Search code examples
rloopsdplyrnse

Using dplyr within a loop to summarise several data.frame variables


I want to summarise several columns from a data.frame. The grouping and summary was achieved with dplyr, as in the example below.

df = data.frame (time = rep(c("day", "night"), 10) , 
    who =rep(c("Paul", "Simon"), each=10) , 
    var1 = runif(20, 5, 15), var2 = runif(20, 10, 12), var3 = runif(20, 2, 7), var4 = runif(20, 1, 3)) 

Writting the function I need

quantil_x = function (var, num) { quantile(var, num, na.rm=T) }

Using it at var1 and exporting

percentiles = df %>% group_by(time, who) %>% summarise(
    P0 = quantil_x (var1, 0),
    P25 = quantil_x (var1, .25),
    P75 = quantil_x (var1, .75)
    )
write.table(percentiles, file = "summary_var1.csv",row.names=FALSE, dec=",",sep=";")

What I want is to repeat this same task for 'var2', 'var3' and 'var4'. I have tried to run a loop with no success to perform this task multiple times. Unfortunately I couldn't find a way to handle distinct calls of variables within the code.

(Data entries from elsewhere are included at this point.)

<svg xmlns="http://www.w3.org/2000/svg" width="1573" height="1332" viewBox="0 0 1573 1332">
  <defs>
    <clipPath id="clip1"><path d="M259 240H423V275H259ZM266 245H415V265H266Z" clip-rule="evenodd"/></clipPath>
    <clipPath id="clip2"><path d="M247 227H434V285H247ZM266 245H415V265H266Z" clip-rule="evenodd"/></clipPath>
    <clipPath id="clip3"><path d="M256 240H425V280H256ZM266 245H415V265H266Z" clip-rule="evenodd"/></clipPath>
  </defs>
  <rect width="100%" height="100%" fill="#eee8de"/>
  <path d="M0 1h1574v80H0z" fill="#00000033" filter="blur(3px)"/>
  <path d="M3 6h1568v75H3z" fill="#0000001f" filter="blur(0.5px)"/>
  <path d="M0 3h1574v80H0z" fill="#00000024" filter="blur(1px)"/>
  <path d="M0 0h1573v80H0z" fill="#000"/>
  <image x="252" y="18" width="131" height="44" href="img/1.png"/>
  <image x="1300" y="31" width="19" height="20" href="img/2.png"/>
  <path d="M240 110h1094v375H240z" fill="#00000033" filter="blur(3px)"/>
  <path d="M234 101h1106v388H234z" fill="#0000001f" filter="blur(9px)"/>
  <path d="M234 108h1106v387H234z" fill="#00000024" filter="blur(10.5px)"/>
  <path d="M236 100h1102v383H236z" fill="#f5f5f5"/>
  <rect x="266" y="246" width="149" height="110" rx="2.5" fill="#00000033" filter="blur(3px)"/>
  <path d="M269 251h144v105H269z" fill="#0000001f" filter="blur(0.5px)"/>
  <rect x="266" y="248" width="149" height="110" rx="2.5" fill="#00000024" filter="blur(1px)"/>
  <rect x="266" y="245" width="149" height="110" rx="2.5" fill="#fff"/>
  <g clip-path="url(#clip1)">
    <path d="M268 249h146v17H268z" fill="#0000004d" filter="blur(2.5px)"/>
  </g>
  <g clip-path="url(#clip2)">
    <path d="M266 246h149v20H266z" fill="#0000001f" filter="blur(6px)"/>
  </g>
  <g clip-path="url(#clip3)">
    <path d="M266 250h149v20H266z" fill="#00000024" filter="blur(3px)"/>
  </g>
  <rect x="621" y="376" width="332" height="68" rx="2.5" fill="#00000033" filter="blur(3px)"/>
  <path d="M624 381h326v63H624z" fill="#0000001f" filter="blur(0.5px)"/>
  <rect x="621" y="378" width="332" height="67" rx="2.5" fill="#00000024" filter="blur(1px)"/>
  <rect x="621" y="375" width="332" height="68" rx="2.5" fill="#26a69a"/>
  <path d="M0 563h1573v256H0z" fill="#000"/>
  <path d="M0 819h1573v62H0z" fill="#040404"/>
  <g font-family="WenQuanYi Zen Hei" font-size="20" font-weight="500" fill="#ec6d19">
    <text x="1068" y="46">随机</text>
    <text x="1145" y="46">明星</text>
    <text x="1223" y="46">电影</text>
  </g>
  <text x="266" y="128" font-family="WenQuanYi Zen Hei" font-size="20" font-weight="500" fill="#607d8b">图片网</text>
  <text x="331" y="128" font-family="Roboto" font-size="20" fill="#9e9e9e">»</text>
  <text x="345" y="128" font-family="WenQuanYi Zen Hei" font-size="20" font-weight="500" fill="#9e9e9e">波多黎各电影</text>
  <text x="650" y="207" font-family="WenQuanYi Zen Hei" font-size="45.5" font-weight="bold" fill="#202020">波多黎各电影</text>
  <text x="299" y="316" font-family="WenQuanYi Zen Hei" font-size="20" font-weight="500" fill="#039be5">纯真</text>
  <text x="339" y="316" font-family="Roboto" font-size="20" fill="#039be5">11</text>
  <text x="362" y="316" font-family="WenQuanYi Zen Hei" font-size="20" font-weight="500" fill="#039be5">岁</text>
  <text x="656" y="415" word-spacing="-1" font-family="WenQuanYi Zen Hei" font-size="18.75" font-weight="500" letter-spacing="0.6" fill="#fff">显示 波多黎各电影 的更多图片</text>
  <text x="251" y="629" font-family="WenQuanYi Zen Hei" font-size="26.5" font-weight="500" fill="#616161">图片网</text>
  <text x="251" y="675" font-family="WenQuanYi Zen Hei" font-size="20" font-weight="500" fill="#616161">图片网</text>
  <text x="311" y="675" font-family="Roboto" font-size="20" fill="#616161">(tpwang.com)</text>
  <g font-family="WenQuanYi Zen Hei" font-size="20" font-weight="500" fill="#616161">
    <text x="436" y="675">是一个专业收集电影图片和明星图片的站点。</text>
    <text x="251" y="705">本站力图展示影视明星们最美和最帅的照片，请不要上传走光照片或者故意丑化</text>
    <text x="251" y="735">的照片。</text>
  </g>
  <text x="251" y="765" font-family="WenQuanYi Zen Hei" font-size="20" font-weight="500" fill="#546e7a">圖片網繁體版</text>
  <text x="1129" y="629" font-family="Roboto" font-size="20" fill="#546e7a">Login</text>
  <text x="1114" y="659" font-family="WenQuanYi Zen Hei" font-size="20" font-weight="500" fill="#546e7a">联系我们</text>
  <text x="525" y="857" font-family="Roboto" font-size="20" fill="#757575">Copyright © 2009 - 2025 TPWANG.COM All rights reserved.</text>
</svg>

That is, within the loop I have tried to use summarise_(), tried to use get() inside the fuction quantil_x() or within summarise, also as.name but none of this worked.

I'm pretty sure this is a bad coding skill issue, but that's all I came up with so far. Here is an example of what I tried to do:

list = c("var1", "var2", "var3", "var4")
for (i in list){
percentiles = df %>% group_by(time, who) %>% summarise(
    P0 = quantil_x (get(i), 0),
    P25 = quantil_x (get(i), .25),
    P75 = quantil_x (get(i), .75)
    )
write.table(percentiles, file = paste0("summary_",i,".csv",row.names=FALSE, dec=",",sep=";")
}

I read this post, but didn't help much on my case.

Thanks in advance.


Solution

  • You can do this with gather()

    percentiles = df %>%
    gather(Var,Value,var1,var2,var3) %>%
     group_by(Var,time, who) %>%
     summarise(
        P0 = quantil_x (Value, 0),
        P25 = quantil_x (Value, .25),
        P75 = quantil_x (Value, .75)
        )